A Study to Compare Subcutaneous Versus Intravenous Administration of RoActemra/Actemra (Tocilizumab) in Participants With Moderate to Severe Active Rheumatoid Arthritis

Study Description

Brief Summary

This randomized, double-blind, parallel group study compares the efficacy and safety of subcutaneous (sc) versus intravenous (iv) administration of tocilizumab in participants with moderate to severe active rheumatoid arthritis. Participants were randomized to receive either tocilizumab 162 mg sc weekly plus iv placebo every 4 weeks, or tocilizumab 8 mg/kg iv every 4 weeks plus sc placebo weekly during the double-blind period from baseline to Week 24. The double-blind period was followed by a 72-week open-label treatment with some switching of sc and iv administration. No placebo was administered in the open-label phase. Participants continued on their stable dose of disease-modifying antirheumatic drugs (DMARDs) throughout the study. Anticipated time on study treatment was 2 years.

Study Design

Outcome Measures

Primary Outcome Measures

1. Percentage of Participants Achieving an American College of Rheumatology Criteria (ACR20) Response at Week 24 [Baseline, 24 weeks]
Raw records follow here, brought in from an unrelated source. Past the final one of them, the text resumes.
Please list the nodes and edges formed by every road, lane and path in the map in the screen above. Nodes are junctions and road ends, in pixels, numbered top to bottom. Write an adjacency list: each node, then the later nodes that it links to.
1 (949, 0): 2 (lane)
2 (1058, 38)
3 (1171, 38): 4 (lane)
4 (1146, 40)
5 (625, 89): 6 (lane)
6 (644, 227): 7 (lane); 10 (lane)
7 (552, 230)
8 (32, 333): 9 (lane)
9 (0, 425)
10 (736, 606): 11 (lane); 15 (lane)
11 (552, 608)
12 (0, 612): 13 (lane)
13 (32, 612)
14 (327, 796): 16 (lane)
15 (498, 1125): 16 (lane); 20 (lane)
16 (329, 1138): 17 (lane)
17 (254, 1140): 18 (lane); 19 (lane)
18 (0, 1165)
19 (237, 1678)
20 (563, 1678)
   ACR20 response is defined as a ≥ 20% improvement (reduction) compared with baseline for both total joint count-68 joints (TJC68) and swollen joint count-66 joints (SJC66), as well as for three of the five additional ACR core set variables: Patient's Assessment of Pain over the previous 24 hours using a Visual Analog Scale (VAS) where left end of the line 0=no pain to right end of the line 100=unbearable pain; Patient's Global Assessment of Disease Activity and Physician's Global Assessment of Disease Activity over the previous 24 hours using a VAS where left end of the line 0=no disease activity to right end of the line 100=maximum disease activity; Health Assessment Questionnaire: 20 questions in 8 areas (dressing/grooming, arising, eating, walking, hygiene, reach, grip and activities) answered on a scale of 0=without difficulty to 3=unable to do; and acute-phase reactant (either C-reactive protein [CRP] or Erythrocyte Sedimentation Rate [ESR]).
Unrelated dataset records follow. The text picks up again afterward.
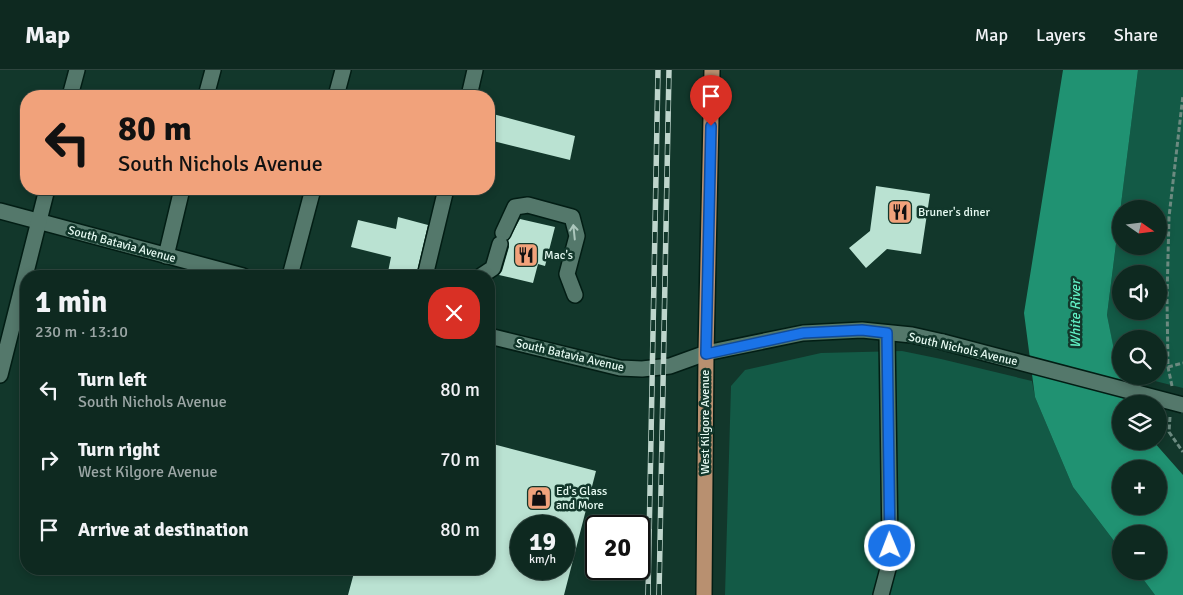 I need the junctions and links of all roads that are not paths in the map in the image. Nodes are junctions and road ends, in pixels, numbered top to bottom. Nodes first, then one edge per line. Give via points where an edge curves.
1 (77, 70) edge
2 (213, 70) edge
3 (343, 70) edge
4 (475, 70) edge
5 (712, 70) edge
6 (72, 90) edge
7 (208, 90) edge
8 (338, 90) edge
9 (470, 90) edge
10 (46, 195) edge
11 (181, 195) edge
12 (311, 195) edge
13 (445, 195) edge
14 (0, 212) edge
15 (39, 222) junction
16 (166, 256) junction
17 (27, 270) edge
18 (220, 270) edge
19 (292, 270) edge
20 (426, 270) edge
21 (490, 270) edge
22 (575, 295) dead end
23 (20, 297) edge
24 (887, 333) junction
25 (495, 337) edge
26 (706, 354) junction
27 (652, 368) joint
28 (0, 375) edge
29 (1175, 404) edge
30 (704, 595) edge
31 (881, 595) edge

1 - 6 street
2 - 7 street
3 - 8 street
4 - 9 street
5 - 26 main road, West Kilgore Avenue
10 - 15 street
11 - 16 street
12 - 19 street
13 - 20 street
14 - 15 street, South Batavia Avenue
15 - 16 street, South Batavia Avenue
15 - 17 street
16 - 18 street, South Batavia Avenue
22 -> 21 street via 567,274 576,236 572,217 528,205 515,207
23 - 28 street
24 - 26 street, South Nichols Avenue via 862,330 803,333
24 - 29 street, South Nichols Avenue, bridge via 943,342
24 - 31 street via 890,546 889,566
25 - 27 street, South Batavia Avenue via 620,368
26 - 27 street, South Nichols Avenue via 670,366
26 - 30 main road, West Kilgore Avenue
2. Percentage of Participants With Adverse Events, Serious Adverse Events and Clinically Significant Laboratory Assessments [Baseline to up to 3 months after last dose of study drug (approximately up to 2 years)]
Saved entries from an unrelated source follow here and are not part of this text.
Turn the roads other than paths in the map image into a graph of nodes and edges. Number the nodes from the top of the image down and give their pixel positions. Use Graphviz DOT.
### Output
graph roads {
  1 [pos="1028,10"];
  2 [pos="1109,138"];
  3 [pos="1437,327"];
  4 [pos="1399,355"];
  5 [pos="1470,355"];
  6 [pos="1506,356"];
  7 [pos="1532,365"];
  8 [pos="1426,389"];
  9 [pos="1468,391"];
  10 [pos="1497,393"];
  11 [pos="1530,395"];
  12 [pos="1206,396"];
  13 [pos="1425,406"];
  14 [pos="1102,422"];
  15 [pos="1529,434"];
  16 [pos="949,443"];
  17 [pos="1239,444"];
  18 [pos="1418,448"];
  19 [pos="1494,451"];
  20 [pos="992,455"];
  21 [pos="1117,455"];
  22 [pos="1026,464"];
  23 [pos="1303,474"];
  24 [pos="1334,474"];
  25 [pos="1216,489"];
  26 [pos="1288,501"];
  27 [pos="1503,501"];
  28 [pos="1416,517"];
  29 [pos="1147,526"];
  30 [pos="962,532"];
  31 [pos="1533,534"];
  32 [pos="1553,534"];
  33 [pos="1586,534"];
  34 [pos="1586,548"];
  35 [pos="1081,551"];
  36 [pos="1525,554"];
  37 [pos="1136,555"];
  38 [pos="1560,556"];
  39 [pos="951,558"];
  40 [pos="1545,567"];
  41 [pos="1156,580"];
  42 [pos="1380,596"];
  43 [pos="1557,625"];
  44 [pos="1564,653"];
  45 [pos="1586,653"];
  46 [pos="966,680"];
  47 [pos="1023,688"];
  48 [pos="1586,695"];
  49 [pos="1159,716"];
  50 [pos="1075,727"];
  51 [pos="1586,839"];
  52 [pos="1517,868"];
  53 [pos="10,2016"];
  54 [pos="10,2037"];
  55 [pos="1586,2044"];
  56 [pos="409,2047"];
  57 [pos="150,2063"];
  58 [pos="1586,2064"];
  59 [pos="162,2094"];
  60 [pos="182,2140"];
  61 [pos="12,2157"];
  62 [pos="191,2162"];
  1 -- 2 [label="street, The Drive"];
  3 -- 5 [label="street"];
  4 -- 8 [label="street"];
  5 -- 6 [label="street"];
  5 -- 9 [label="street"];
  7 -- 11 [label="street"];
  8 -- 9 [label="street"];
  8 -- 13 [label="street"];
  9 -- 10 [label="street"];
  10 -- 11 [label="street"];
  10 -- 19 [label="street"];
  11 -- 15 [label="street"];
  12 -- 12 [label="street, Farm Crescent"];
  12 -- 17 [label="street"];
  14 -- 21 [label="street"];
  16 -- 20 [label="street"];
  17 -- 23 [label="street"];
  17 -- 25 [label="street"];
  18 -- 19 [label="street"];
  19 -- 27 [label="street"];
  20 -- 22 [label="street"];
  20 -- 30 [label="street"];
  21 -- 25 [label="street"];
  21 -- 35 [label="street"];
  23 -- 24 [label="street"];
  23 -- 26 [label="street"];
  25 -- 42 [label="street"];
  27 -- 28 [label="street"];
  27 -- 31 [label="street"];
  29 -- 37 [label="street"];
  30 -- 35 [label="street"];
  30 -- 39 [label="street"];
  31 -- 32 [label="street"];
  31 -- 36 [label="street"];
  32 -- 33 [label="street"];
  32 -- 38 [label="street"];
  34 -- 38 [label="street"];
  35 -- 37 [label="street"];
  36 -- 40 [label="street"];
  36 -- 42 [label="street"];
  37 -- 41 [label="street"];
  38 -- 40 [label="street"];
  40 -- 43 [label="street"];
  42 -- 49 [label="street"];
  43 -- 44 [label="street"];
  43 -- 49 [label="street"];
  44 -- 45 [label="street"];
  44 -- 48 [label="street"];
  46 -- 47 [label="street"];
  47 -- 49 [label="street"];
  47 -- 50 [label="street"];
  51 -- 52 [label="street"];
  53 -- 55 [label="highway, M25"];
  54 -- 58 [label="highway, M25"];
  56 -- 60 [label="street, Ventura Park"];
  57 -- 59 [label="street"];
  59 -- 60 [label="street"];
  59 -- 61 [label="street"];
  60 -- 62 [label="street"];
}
Secondary Outcome Measures

1. Percentage of Participants Achieving an American College of Rheumatology Criteria (ACR50) Response at Week 24 [Baseline, 24 weeks]

   ACR50 response is defined as a ≥ 50% improvement (reduction) compared with baseline for both total joint count-68 joints (TJC68) and swollen joint count-66 joints (SJC66), as well as for three of the five additional ACR core set variables: Patient's Assessment of Pain over the previous 24 hours using a Visual Analog Scale (VAS) where left end of the line 0=no pain to right end of the line 100=unbearable pain; Patient's Global Assessment of Disease Activity and Physician's Global Assessment of Disease Activity over the previous 24 hours using a VAS where left end of the line 0=no disease activity to right end of the line 100=maximum disease activity; Health Assessment Questionnaire: 20 questions in 8 areas (dressing/grooming, arising, eating, walking, hygiene, reach, grip and activities) answered on a scale of 0=without difficulty to 3=unable to do; and acute-phase reactant (either C-reactive protein or Erythrocyte Sedimentation Rate).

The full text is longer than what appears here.